What needs to be done: If a line in the records below holds the word "Landstraße", copy it.

Data provided:
○ ○ ○
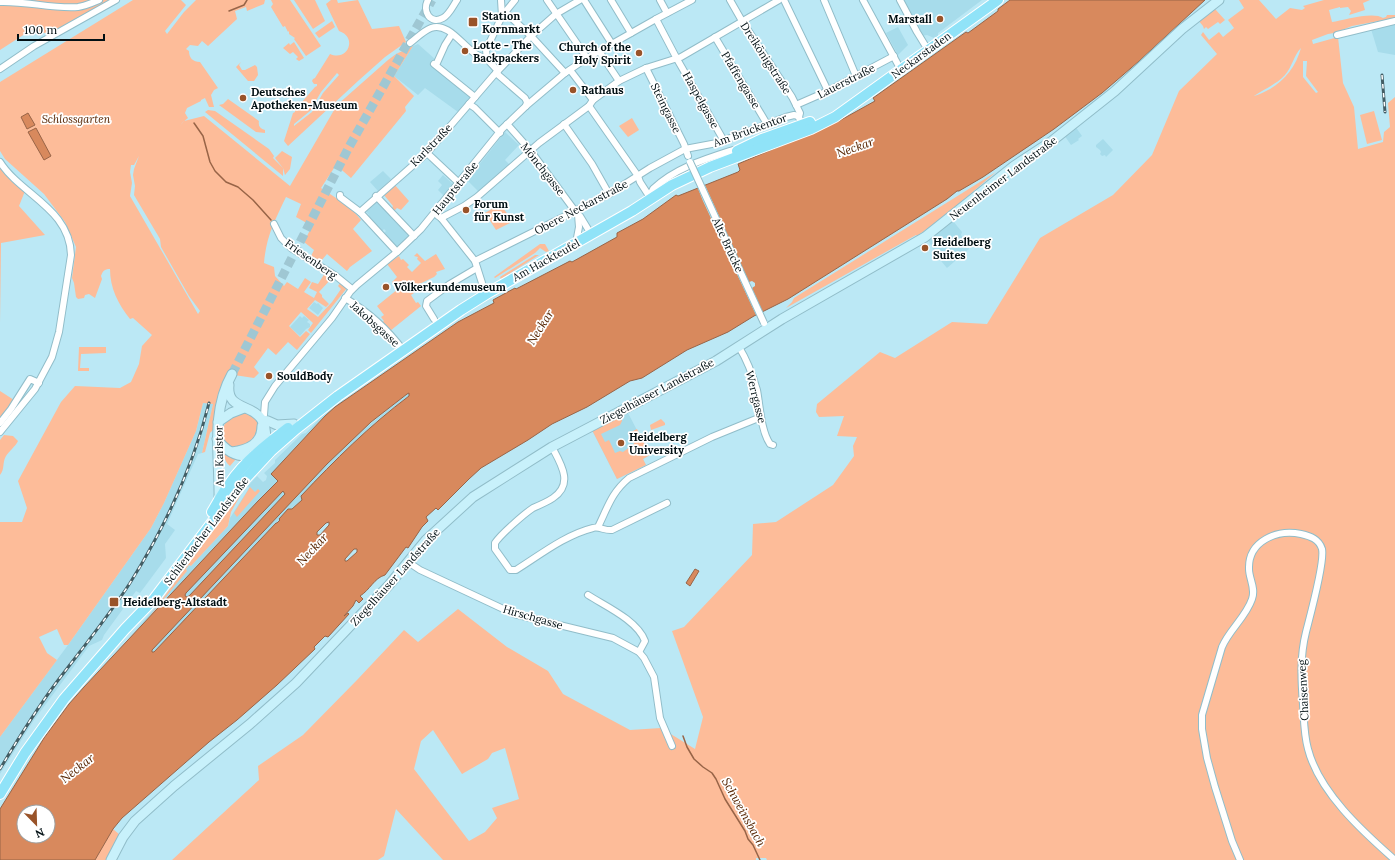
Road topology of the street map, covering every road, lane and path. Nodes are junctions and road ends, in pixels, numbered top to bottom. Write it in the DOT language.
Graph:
graph roads {
  1 [pos="99,0"];
  2 [pos="116,0"];
  3 [pos="428,0"];
  4 [pos="457,0"];
  5 [pos="501,0"];
  6 [pos="515,0"];
  7 [pos="547,0"];
  8 [pos="580,0"];
  9 [pos="584,0"];
  10 [pos="610,0"];
  11 [pos="660,0"];
  12 [pos="692,0"];
  13 [pos="730,0"];
  14 [pos="784,0"];
  15 [pos="824,0"];
  16 [pos="863,0"];
  17 [pos="900,0"];
  18 [pos="998,0"];
  19 [pos="1219,0"];
  20 [pos="777,1"];
  21 [pos="0,2"];
  22 [pos="667,13"];
  23 [pos="504,14"];
  24 [pos="556,14"];
  25 [pos="656,19"];
  26 [pos="742,21"];
  27 [pos="1395,21"];
  28 [pos="631,33"];
  29 [pos="452,34"];
  30 [pos="1338,35"];
  31 [pos="531,36"];
  32 [pos="714,37"];
  33 [pos="410,43"];
  34 [pos="612,44"];
  35 [pos="928,50"];
  36 [pos="599,51"];
  37 [pos="486,57"];
  38 [pos="587,58"];
  39 [pos="893,58"];
  40 [pos="678,60"];
  41 [pos="646,68"];
  42 [pos="0,69"];
  43 [pos="901,70"];
  44 [pos="567,71"];
  45 [pos="497,72"];
  46 [pos="856,76"];
  47 [pos="619,82"];
  48 [pos="828,91"];
  49 [pos="475,97"];
  50 [pos="591,103"];
  51 [pos="795,103"];
  52 [pos="469,104"];
  53 [pos="526,106"];
  54 [pos="766,121"];
  55 [pos="507,124"];
  56 [pos="564,124"];
  57 [pos="802,124"];
  58 [pos="500,133"];
  59 [pos="724,141"];
  60 [pos="684,146"];
  61 [pos="530,150"];
  62 [pos="737,151"];
  63 [pos="427,153"];
  64 [pos="0,162"];
  65 [pos="710,167"];
  66 [pos="699,172"];
  67 [pos="635,177"];
  68 [pos="458,183"];
  69 [pos="609,194"];
  70 [pos="340,196"];
  71 [pos="376,196"];
  72 [pos="651,199"];
  73 [pos="360,212"];
  74 [pos="577,213"];
  75 [pos="434,214"];
  76 [pos="441,218"];
  77 [pos="274,224"];
  78 [pos="591,234"];
  79 [pos="414,236"];
  80 [pos="576,243"];
  81 [pos="395,250"];
  82 [pos="476,265"];
  83 [pos="484,286"];
  84 [pos="352,290"];
  85 [pos="345,298"];
  86 [pos="434,319"];
  87 [pos="766,325"];
  88 [pos="739,347"];
  89 [pos="404,350"];
  90 [pos="39,383"];
  91 [pos="338,396"];
  92 [pos="244,408"];
  93 [pos="761,417"];
  94 [pos="262,420"];
  95 [pos="218,422"];
  96 [pos="0,423"];
  97 [pos="294,424"];
  98 [pos="0,432"];
  99 [pos="217,439"];
  100 [pos="773,445"];
  101 [pos="552,447"];
  102 [pos="230,452"];
  103 [pos="263,453"];
  104 [pos="219,500"];
  105 [pos="667,502"];
  106 [pos="598,528"];
  107 [pos="408,562"];
  108 [pos="588,595"];
  109 [pos="125,629"];
  110 [pos="639,652"];
  111 [pos="672,746"];
  112 [pos="0,794"];
  113 [pos="111,860"];
  114 [pos="1240,860"];
  115 [pos="1395,860"];
  1 -- 21 [label="street"];
  2 -- 42 [label="street"];
  3 -- 4 [label="street"];
  5 -- 23 [label="street"];
  6 -- 23 [label="street"];
  7 -- 24 [label="street"];
  8 -- 24 [label="street, Karlstraße"];
  9 -- 34 [label="street"];
  10 -- 28 [label="street"];
  11 -- 22 [label="street"];
  12 -- 22 [label="street, Hauptstraße"];
  13 -- 26 [label="street, Dreikönigstraße"];
  14 -- 48 [label="street"];
  15 -- 46 [label="street"];
  16 -- 39 [label="street"];
  17 -- 35 [label="street"];
  18 -- 35 [label="main road, Neckarstaden"];
  19 -- 87 [label="main road, Neuenheimer Landstraße"];
  20 -- 26 [label="street"];
  22 -- 25 [label="street, Hauptstraße"];
  23 -- 31 [label="street"];
  23 -- 37 [label="street"];
  24 -- 31 [label="street, Karlstraße"];
  24 -- 38 [label="street"];
  25 -- 28 [label="street, Hauptstraße"];
  25 -- 40 [label="street, Haspelgasse"];
  26 -- 32 [label="street"];
  26 -- 51 [label="street, Dreikönigstraße"];
  27 -- 30 [label="street"];
  28 -- 34 [label="street, Hauptstraße"];
  29 -- 33 [label="street"];
  29 -- 37 [label="street"];
  29 -- 49 [label="street"];
  31 -- 44 [label="street"];
  31 -- 45 [label="street, Karlstraße"];
  32 -- 40 [label="street"];
  32 -- 54 [label="street, Pfaffengasse"];
  34 -- 36 [label="street, Hauptstraße"];
  35 -- 43 [label="main road, Neckarstaden"];
  36 -- 38 [label="street, Hauptstraße"];
  36 -- 47 [label="street"];
  37 -- 45 [label="street"];
  38 -- 44 [label="street, Hauptstraße"];
  39 -- 43 [label="street"];
  39 -- 46 [label="street, Lauerstraße"];
  40 -- 41 [label="street"];
  40 -- 59 [label="street, Haspelgasse"];
  41 -- 47 [label="street"];
  41 -- 60 [label="street, Steingasse"];
  43 -- 57 [label="main road, Neckarstaden"];
  44 -- 50 [label="street"];
  44 -- 53 [label="street, Hauptstraße"];
  45 -- 49 [label="street, Karlstraße"];
  45 -- 53 [label="street"];
  46 -- 48 [label="street, Lauerstraße"];
  47 -- 50 [label="street"];
  48 -- 51 [label="street, Lauerstraße"];
  49 -- 52 [label="street, Karlstraße"];
  50 -- 56 [label="street"];
  50 -- 67 [label="street"];
  51 -- 57 [label="street, Dreikönigstraße"];
  52 -- 58 [label="street"];
  52 -- 63 [label="street, Karlstraße"];
  53 -- 55 [label="street, Hauptstraße"];
  54 -- 57 [label="street, Am Brückentor"];
  54 -- 59 [label="street, Am Brückentor"];
  55 -- 58 [label="street, Hauptstraße"];
  55 -- 61 [label="street, Mönchgasse"];
  56 -- 61 [label="street"];
  56 -- 69 [label="street"];
  57 -- 62 [label="main road, Neckarstaden"];
  57 -- 65 [label="main road, Neckarstaden"];
  58 -- 68 [label="street, Hauptstraße"];
  59 -- 60 [label="street, Am Brückentor"];
  60 -- 67 [label="street, Obere Neckarstraße"];
  60 -- 87 [label="street, Alte Brücke, bridge"];
  61 -- 74 [label="street, Mönchgasse"];
  61 -- 76 [label="street"];
  62 -- 65 [label="main road, Neckarstaden"];
  62 -- 72 [label="street"];
  63 -- 68 [label="street"];
  63 -- 71 [label="street, Karlstraße"];
  64 -- 90 [label="street"];
  65 -- 66 [label="main road, Neckarstaden"];
  66 -- 72 [label="main road, Am Hackteufel"];
  67 -- 69 [label="street, Obere Neckarstraße"];
  67 -- 72 [label="street"];
  68 -- 75 [label="street, Hauptstraße"];
  69 -- 74 [label="street, Obere Neckarstraße"];
  70 -- 73 [label="street"];
  71 -- 73 [label="street, Karlstraße"];
  71 -- 79 [label="street"];
  72 -- 78 [label="main road, Am Hackteufel"];
  73 -- 81 [label="street"];
  74 -- 78 [label="street, Mönchgasse"];
  74 -- 80 [label="street"];
  74 -- 82 [label="street, Obere Neckarstraße"];
  75 -- 76 [label="street"];
  75 -- 79 [label="street, Hauptstraße"];
  76 -- 82 [label="street"];
  77 -- 84 [label="street, Friesenberg"];
  78 -- 80 [label="main road, Am Hackteufel"];
  79 -- 81 [label="street, Hauptstraße"];
  80 -- 89 [label="main road, Am Hackteufel"];
  81 -- 84 [label="street, Hauptstraße"];
  82 -- 83 [label="street"];
  82 -- 86 [label="street, Obere Neckarstraße"];
  84 -- 85 [label="street, Hauptstraße"];
  85 -- 89 [label="street, Jakobsgasse"];
  85 -- 94 [label="street, Hauptstraße"];
  87 -- 88 [label="main road, Ziegelhäuser Landstraße"];
  88 -- 93 [label="street, Werrgasse"];
  88 -- 101 [label="main road, Ziegelhäuser Landstraße"];
  89 -- 91 [label="main road, Am Hackteufel"];
  90 -- 96 [label="street"];
  90 -- 98 [label="street"];
  91 -- 97 [label="main road, Am Hackteufel"];
  91 -- 103 [label="main road, Am Hackteufel"];
  92 -- 94 [label="main road, Am Karlstor"];
  92 -- 95 [label="main road"];
  92 -- 95 [label="main road, Am Karlstor"];
  93 -- 100 [label="street, Werrgasse"];
  93 -- 106 [label="street"];
  94 -- 97 [label="main road"];
  94 -- 102 [label="main road"];
  94 -- 103 [label="main road"];
  95 -- 99 [label="main road, Am Karlstor"];
  97 -- 103 [label="main road, Am Hackteufel"];
  99 -- 102 [label="main road"];
  99 -- 104 [label="main road, Am Karlstor"];
  101 -- 106 [label="street"];
  101 -- 107 [label="main road, Ziegelhäuser Landstraße"];
  102 -- 103 [label="main road"];
  103 -- 104 [label="main road, Schlierbacher Landstraße"];
  103 -- 109 [label="main road, Schlierbacher Landstraße"];
  104 -- 109 [label="main road, Schlierbacher Landstraße"];
  105 -- 106 [label="street"];
  107 -- 110 [label="street, Hirschgasse"];
  107 -- 113 [label="main road, Ziegelhäuser Landstraße"];
  108 -- 110 [label="street"];
  109 -- 112 [label="main road, Schlierbacher Landstraße"];
  110 -- 111 [label="street, Hirschgasse"];
  114 -- 115 [label="street, Chaisenweg"];
}
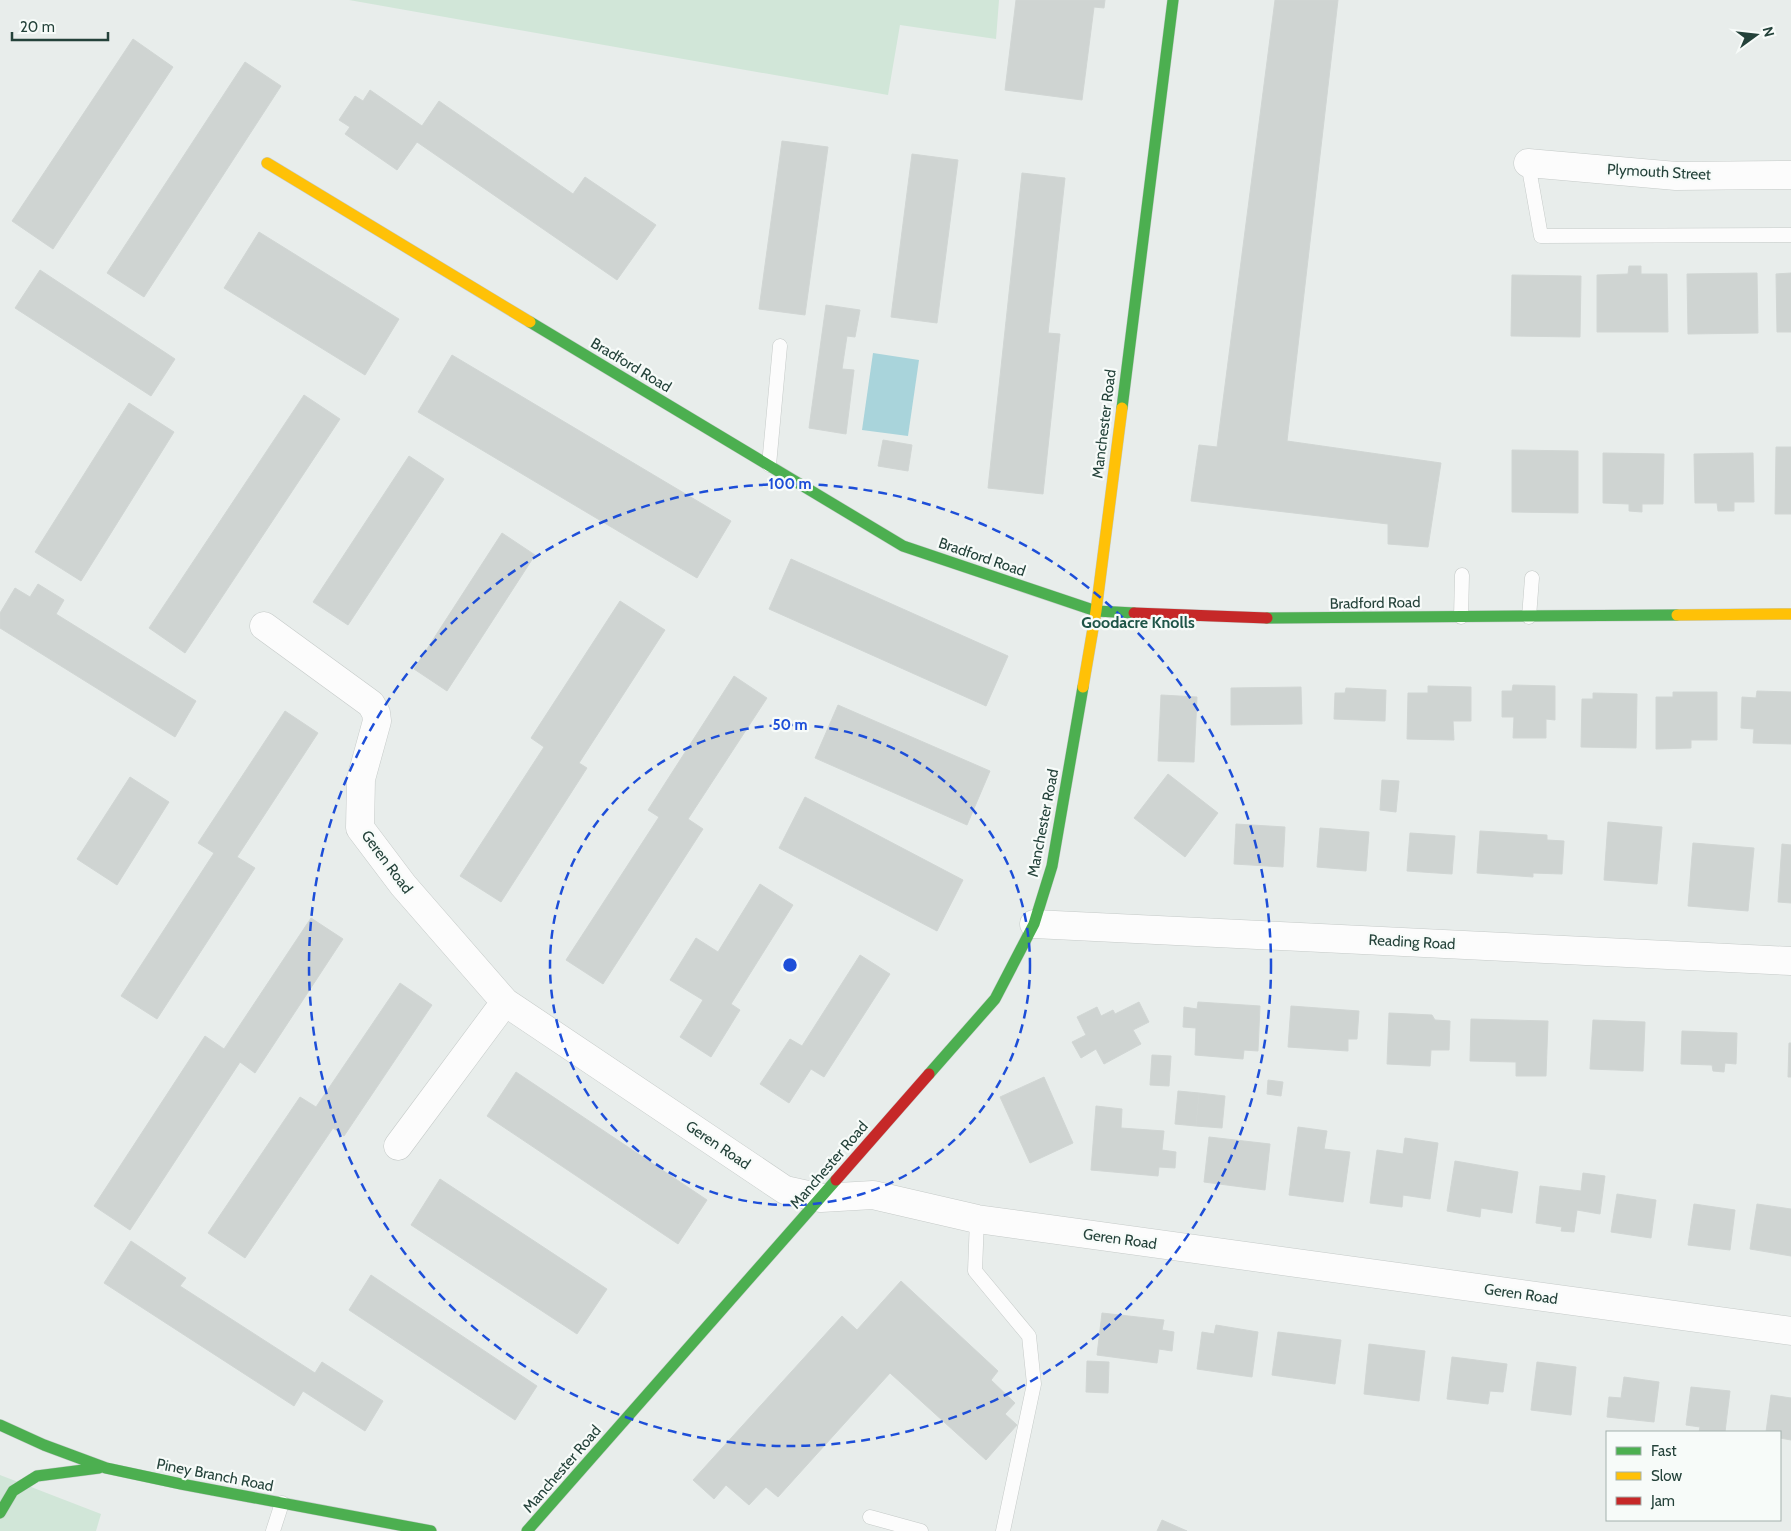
○ ○ ○
Answer:
  19 -- 87 [label="main road, Neuenheimer Landstraße"];
  87 -- 88 [label="main road, Ziegelhäuser Landstraße"];
  88 -- 101 [label="main road, Ziegelhäuser Landstraße"];
  101 -- 107 [label="main road, Ziegelhäuser Landstraße"];
  103 -- 104 [label="main road, Schlierbacher Landstraße"];
  103 -- 109 [label="main road, Schlierbacher Landstraße"];
  104 -- 109 [label="main road, Schlierbacher Landstraße"];
  107 -- 113 [label="main road, Ziegelhäuser Landstraße"];
  109 -- 112 [label="main road, Schlierbacher Landstraße"];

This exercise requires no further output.